Stored items
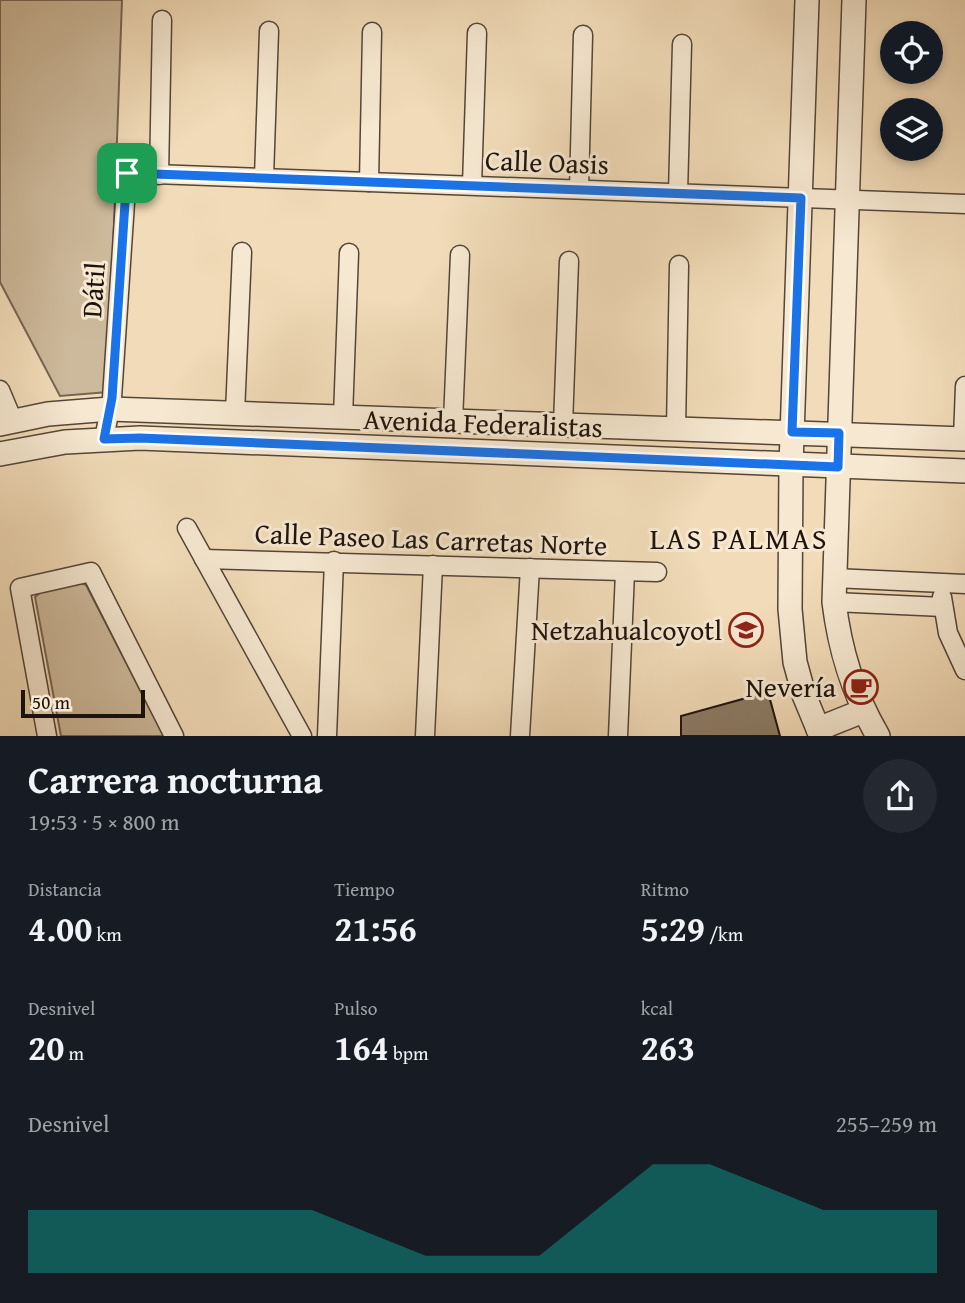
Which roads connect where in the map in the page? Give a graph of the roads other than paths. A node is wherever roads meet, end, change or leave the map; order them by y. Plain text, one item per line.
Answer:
1 (807, 0) edge
2 (854, 0) edge
3 (162, 20) dead end
4 (269, 31) dead end
5 (372, 32) dead end
6 (477, 33) dead end
7 (583, 35) dead end
8 (682, 44) dead end
9 (127, 173) joint
10 (159, 175) junction
11 (264, 177) junction
12 (369, 181) junction
13 (472, 185) junction
14 (579, 189) junction
15 (678, 193) junction
16 (801, 198) junction
17 (847, 199) junction
18 (965, 204) edge
19 (243, 252) dead end
20 (349, 253) dead end
21 (460, 255) dead end
22 (569, 261) dead end
23 (679, 265) dead end
24 (965, 386) edge
25 (0, 390) edge
26 (110, 409) junction
27 (235, 414) junction
28 (343, 417) junction
29 (453, 421) junction
30 (7, 422) edge
31 (563, 425) junction
32 (676, 428) junction
33 (792, 432) junction
34 (839, 433) junction
35 (964, 438) edge
36 (104, 439) junction
37 (0, 454) edge
38 (791, 465) junction
39 (838, 467) junction
40 (965, 471) edge
41 (187, 528) dead end
42 (204, 559) junction
43 (334, 561) junction
44 (433, 565) junction
45 (530, 568) junction
46 (625, 572) junction
47 (657, 572) dead end
48 (834, 578) junction
49 (941, 583) junction
50 (965, 584) edge
51 (834, 602) junction
52 (943, 607) junction
53 (965, 670) edge
54 (863, 711) junction
55 (820, 733) edge
56 (47, 736) edge
57 (174, 736) edge
58 (302, 736) edge
59 (327, 736) edge
60 (425, 736) edge
61 (520, 736) edge
62 (618, 736) edge
63 (878, 736) edge

1 - 16 street
2 - 17 street
3 - 10 street
4 - 11 street
5 - 12 street
6 - 13 street
7 - 14 street
8 - 15 street
9 - 10 street, Calle Oasis
9 - 26 street, Dátil
10 - 11 street, Calle Oasis
11 - 12 street, Calle Oasis
12 - 13 street, Calle Oasis
13 - 14 street, Calle Oasis
14 - 15 street, Calle Oasis
15 - 16 street, Calle Oasis
16 - 17 street, Calle Oasis
16 - 33 street
17 - 18 street, Calle Oasis
17 - 34 street
19 - 27 street
20 - 28 street
21 - 29 street
22 - 31 street
23 - 32 street
24 - 35 street
25 - 30 street
26 - 27 street, Avenida Federalistas
26 - 30 street, Avenida Federalistas
26 - 36 street, Dátil
27 - 28 street, Avenida Federalistas
28 - 29 street, Avenida Federalistas
29 - 31 street, Avenida Federalistas
31 - 32 street, Avenida Federalistas
32 - 33 street, Avenida Federalistas
33 - 34 street, Avenida Federalistas
33 - 38 street
34 - 35 street, Avenida Federalistas
34 - 39 street
36 - 37 street, Avenida Federalistas
36 - 38 street, Avenida Federalistas
38 - 39 street, Avenida Federalistas
38 - 55 street
39 - 40 street, Avenida Federalistas
39 - 48 street
41 - 42 street
42 - 43 street, Calle Paseo Las Carretas Norte
42 - 58 street
43 - 44 street, Calle Paseo Las Carretas Norte
43 - 59 street
44 - 45 street, Calle Paseo Las Carretas Norte
44 - 60 street
45 - 46 street, Calle Paseo Las Carretas Norte
45 - 61 street
46 - 47 street, Calle Paseo Las Carretas Norte
46 - 62 street
48 - 49 street
48 - 51 street
49 - 50 street
49 - 52 street
51 - 52 street
51 - 54 street
52 - 53 street
54 - 55 street
54 - 63 street
56 - 57 street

> _Task brief_
Which lines of the records above contain the word "Paseo"? Report each one in full.

> _Task result_
42 - 43 street, Calle Paseo Las Carretas Norte
43 - 44 street, Calle Paseo Las Carretas Norte
44 - 45 street, Calle Paseo Las Carretas Norte
45 - 46 street, Calle Paseo Las Carretas Norte
46 - 47 street, Calle Paseo Las Carretas Norte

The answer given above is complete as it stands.